We do some number-crunching to examine its efficacy as well
There's a new small savings scheme in town: Mahila Samman Savings Certificate (MSSC).
It's a one-time small saving scheme for women, providing an assured return of 7.5 per cent annum.
Mahila Samman Savings Certificate: At a glance
While MSSC is yet to open for public subscription and some details remain unknown as of now, let's take a look at its pros and cons.
Its 7.5 per cent assured return is only behind the Senior Citizens Savings Scheme's 8 per cent and Sukanya Samriddhi Yojana's 7.6 per cent.
Also, partial withdrawals are allowed - an option not easily available with Sukanya Samriddhi Yojana. However, we are yet to learn how partial withdrawals will work in MSSC.
Despite an attractive rate of return, we don't think it will make a big difference to an investor, given the investment limit of just Rs 2 lakh (one time) and a very short tenure of 2 years.
Let's do the math!
Say you invest the maximum possible amount in Mahila Samman Savings Certificate, which is Rs 2 lakh. You'd earn Rs 15,000 in the first year and Rs 16,125 in the second.

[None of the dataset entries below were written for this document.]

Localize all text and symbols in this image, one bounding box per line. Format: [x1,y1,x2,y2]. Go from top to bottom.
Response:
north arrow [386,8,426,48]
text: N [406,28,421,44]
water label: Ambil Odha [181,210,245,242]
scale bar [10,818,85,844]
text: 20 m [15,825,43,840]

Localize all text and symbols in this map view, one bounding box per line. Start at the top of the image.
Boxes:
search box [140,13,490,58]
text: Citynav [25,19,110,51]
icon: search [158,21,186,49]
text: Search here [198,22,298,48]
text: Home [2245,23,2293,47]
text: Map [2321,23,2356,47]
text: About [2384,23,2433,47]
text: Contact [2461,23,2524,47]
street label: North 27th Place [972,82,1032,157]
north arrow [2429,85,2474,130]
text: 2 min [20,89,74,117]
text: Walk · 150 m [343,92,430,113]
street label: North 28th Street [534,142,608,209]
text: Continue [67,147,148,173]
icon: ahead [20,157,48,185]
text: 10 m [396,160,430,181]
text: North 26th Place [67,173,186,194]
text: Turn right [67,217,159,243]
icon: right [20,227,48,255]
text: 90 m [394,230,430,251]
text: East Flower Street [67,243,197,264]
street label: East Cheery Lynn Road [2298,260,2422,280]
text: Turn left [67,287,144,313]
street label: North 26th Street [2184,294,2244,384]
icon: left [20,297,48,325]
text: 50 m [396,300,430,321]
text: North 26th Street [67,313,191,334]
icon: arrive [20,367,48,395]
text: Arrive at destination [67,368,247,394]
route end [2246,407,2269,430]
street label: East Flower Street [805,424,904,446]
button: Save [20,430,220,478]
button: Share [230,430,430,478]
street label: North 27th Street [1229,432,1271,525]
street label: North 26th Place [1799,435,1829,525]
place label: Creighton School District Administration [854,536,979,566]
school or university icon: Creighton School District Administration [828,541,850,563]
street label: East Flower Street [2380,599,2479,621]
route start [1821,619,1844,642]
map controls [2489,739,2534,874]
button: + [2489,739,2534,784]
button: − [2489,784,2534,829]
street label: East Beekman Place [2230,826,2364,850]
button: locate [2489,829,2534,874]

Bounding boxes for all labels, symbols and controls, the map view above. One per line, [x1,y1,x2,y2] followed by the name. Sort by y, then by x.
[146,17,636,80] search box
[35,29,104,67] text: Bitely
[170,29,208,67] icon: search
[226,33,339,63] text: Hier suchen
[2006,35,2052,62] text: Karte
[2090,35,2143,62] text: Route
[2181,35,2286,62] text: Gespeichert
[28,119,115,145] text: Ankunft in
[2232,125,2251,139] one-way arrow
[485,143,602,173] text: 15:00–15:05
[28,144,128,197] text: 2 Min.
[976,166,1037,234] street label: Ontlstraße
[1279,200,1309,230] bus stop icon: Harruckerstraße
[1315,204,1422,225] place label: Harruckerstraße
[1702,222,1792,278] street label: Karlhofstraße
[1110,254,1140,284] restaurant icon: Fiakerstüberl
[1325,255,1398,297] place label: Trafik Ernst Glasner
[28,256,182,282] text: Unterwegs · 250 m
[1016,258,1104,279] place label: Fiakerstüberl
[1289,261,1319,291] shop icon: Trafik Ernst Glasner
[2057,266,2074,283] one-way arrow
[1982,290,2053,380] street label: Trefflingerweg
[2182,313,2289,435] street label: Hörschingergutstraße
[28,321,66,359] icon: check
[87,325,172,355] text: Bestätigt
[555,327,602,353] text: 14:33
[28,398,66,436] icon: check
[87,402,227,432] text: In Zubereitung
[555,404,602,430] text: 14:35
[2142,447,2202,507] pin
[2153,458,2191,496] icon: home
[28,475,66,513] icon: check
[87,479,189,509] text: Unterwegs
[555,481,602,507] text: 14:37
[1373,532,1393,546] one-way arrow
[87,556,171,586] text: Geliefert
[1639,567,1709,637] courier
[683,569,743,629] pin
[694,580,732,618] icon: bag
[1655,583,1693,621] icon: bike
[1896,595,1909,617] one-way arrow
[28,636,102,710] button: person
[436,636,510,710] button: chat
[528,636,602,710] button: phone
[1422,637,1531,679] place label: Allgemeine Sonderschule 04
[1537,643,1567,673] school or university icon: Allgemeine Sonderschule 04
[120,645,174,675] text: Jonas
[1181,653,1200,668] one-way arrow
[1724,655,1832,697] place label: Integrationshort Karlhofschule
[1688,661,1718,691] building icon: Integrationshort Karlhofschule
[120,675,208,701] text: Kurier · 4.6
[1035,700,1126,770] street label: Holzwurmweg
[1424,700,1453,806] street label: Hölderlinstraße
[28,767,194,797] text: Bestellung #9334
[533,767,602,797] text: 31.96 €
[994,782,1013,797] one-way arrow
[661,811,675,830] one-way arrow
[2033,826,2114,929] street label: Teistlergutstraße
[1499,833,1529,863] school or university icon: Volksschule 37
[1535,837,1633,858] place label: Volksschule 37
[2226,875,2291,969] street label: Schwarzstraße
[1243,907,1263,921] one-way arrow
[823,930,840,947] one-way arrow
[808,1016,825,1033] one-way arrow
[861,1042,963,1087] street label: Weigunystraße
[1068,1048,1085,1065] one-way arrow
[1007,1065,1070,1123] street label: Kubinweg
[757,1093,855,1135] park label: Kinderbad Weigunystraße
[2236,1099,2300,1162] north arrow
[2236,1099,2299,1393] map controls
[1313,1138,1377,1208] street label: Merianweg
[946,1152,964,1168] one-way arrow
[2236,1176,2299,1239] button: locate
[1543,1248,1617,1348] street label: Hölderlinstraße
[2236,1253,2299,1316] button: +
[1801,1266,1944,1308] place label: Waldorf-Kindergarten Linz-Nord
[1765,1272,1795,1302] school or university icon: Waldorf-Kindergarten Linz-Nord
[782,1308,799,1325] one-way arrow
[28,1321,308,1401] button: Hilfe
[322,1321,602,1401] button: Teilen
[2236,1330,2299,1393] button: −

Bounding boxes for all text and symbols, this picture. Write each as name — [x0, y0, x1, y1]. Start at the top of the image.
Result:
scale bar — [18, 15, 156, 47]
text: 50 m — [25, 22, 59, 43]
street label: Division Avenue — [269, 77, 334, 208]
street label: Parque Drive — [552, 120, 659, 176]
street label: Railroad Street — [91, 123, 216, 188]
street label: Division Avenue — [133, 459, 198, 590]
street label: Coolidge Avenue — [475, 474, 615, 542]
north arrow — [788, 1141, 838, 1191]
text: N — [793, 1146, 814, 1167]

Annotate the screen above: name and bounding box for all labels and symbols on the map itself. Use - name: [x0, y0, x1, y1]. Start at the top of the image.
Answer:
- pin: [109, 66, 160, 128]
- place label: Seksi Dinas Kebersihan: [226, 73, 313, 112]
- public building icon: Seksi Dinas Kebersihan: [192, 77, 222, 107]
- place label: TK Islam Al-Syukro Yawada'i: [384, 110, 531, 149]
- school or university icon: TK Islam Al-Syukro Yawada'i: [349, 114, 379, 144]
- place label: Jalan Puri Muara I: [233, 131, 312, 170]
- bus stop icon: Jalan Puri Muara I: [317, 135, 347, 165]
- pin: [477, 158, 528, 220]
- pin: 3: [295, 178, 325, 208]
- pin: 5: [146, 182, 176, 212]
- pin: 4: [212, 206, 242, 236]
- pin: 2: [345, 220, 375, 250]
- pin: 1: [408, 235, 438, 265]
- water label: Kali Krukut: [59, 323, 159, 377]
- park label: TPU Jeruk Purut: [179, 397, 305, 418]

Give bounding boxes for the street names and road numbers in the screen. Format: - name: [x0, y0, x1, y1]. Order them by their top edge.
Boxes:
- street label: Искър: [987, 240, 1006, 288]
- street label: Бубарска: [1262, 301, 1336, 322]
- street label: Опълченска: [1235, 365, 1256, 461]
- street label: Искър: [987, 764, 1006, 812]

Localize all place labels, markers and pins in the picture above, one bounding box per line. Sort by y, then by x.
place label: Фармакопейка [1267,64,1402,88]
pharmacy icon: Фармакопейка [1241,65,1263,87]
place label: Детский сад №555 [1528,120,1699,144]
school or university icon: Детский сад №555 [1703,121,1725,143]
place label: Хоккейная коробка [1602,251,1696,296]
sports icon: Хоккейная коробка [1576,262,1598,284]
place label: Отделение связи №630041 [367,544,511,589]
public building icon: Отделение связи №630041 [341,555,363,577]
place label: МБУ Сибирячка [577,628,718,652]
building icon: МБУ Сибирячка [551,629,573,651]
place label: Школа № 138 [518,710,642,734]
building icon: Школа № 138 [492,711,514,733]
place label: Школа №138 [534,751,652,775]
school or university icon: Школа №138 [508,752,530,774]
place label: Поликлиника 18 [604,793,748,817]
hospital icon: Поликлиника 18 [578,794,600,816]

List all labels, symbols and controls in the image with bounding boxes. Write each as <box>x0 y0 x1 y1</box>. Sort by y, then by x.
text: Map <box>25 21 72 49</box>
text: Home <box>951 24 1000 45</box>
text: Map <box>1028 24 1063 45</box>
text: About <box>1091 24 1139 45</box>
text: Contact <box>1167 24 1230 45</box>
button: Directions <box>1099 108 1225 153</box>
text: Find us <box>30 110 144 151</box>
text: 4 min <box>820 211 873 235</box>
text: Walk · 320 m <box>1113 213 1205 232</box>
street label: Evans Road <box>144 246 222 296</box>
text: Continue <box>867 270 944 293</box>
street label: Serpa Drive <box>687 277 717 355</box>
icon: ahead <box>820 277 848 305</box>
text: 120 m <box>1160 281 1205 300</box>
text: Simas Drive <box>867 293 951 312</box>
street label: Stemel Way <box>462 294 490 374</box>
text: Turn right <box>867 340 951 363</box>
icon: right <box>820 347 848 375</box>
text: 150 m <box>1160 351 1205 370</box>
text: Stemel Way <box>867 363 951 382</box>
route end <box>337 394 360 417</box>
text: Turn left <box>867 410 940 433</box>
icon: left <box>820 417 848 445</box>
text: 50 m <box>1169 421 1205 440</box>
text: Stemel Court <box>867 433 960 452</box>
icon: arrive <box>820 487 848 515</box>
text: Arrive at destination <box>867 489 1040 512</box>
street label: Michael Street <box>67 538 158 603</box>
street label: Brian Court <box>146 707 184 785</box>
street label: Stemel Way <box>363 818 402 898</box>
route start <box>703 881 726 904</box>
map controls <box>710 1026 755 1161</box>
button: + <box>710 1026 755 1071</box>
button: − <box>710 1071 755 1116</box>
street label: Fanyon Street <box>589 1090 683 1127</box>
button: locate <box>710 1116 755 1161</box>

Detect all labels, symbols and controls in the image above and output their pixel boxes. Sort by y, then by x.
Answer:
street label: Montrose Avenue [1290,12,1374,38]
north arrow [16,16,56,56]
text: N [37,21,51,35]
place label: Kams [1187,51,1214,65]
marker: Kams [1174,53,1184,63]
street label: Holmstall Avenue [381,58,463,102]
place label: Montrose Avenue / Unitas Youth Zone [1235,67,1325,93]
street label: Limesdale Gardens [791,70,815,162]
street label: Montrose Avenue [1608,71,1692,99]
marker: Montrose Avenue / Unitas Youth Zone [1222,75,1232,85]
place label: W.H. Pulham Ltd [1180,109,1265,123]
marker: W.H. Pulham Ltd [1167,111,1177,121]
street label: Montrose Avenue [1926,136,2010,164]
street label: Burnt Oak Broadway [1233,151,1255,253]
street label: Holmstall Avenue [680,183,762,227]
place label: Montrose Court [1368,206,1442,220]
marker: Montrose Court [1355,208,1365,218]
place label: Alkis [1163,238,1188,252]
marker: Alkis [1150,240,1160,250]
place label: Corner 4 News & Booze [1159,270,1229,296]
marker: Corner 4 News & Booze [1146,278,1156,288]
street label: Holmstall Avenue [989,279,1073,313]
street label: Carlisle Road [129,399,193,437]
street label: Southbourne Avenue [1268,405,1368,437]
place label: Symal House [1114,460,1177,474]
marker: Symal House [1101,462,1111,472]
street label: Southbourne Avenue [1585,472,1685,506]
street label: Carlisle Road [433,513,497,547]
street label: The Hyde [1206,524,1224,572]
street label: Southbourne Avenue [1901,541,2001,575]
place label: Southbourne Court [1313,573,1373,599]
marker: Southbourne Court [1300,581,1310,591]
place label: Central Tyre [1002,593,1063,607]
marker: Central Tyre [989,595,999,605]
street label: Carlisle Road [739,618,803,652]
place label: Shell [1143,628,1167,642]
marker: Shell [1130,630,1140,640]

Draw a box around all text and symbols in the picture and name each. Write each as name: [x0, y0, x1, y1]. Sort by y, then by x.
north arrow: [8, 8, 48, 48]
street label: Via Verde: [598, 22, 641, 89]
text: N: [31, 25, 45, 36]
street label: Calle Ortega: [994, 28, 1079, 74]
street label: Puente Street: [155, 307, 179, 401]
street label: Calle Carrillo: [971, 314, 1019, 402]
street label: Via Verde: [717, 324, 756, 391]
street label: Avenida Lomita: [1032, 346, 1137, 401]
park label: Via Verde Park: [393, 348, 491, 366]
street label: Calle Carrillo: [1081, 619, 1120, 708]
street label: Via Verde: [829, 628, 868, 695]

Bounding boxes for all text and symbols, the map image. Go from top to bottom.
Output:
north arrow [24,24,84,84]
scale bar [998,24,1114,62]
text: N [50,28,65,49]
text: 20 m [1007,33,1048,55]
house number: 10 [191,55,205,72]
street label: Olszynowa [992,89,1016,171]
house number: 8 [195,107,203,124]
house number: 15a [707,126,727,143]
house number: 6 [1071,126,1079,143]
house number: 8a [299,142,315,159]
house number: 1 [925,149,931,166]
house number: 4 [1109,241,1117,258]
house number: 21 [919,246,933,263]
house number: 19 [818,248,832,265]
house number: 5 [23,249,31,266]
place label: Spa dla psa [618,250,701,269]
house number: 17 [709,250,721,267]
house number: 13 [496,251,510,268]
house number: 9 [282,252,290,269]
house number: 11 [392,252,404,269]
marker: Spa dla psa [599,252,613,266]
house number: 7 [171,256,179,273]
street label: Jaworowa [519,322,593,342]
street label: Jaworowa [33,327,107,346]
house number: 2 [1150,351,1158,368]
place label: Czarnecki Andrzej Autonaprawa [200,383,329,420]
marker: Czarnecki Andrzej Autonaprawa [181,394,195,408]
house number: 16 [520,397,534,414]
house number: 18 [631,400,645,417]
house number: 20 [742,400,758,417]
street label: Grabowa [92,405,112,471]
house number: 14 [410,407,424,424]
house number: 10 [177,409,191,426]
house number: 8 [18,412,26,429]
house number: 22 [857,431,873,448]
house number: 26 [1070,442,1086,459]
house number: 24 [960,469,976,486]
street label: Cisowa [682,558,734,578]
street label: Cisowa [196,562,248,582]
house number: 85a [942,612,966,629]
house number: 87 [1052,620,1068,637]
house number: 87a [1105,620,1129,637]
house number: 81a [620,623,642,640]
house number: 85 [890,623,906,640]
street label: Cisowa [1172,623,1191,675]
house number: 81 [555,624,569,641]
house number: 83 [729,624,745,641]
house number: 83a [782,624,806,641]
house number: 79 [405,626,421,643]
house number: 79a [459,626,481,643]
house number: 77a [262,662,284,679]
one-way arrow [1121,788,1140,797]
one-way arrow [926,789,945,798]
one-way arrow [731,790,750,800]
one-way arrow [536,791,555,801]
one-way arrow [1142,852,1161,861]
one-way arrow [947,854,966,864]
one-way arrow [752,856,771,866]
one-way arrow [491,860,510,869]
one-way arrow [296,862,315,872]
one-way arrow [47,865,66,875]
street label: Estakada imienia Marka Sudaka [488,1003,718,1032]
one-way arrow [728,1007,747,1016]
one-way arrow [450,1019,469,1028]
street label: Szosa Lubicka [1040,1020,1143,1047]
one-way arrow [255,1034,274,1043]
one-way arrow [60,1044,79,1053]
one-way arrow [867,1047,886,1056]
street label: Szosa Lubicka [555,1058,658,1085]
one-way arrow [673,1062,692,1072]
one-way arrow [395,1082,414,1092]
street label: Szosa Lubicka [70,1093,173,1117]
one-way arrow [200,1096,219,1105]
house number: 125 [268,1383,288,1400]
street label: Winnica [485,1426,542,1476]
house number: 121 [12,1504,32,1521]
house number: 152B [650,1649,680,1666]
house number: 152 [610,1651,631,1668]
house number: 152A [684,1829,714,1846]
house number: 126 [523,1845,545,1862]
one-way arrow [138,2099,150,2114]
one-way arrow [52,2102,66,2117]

That makes your Rs 2 lakh investment a little over Rs 2.31 lakh at the end of the investment tenure, given the investment tenure is just two years.
That doesn't really make much of a difference to your wealth.
And if the interest income is taxable, which is unknown yet, it further dents the amount you take home.
Confused between the old and new tax regime? This tax calculator gives you the answer.
If you are looking to invest for two years only, Mahila Samman Savings Certificate can be a worthwhile option, as post office time deposits and bank fixed deposits are the only rivals in the assured returns space. But they both offer lower returns.
That said, if wealth creation is your goal, you can give this scheme a pass.
We will keep an eye on this scheme and will notify you with further updates.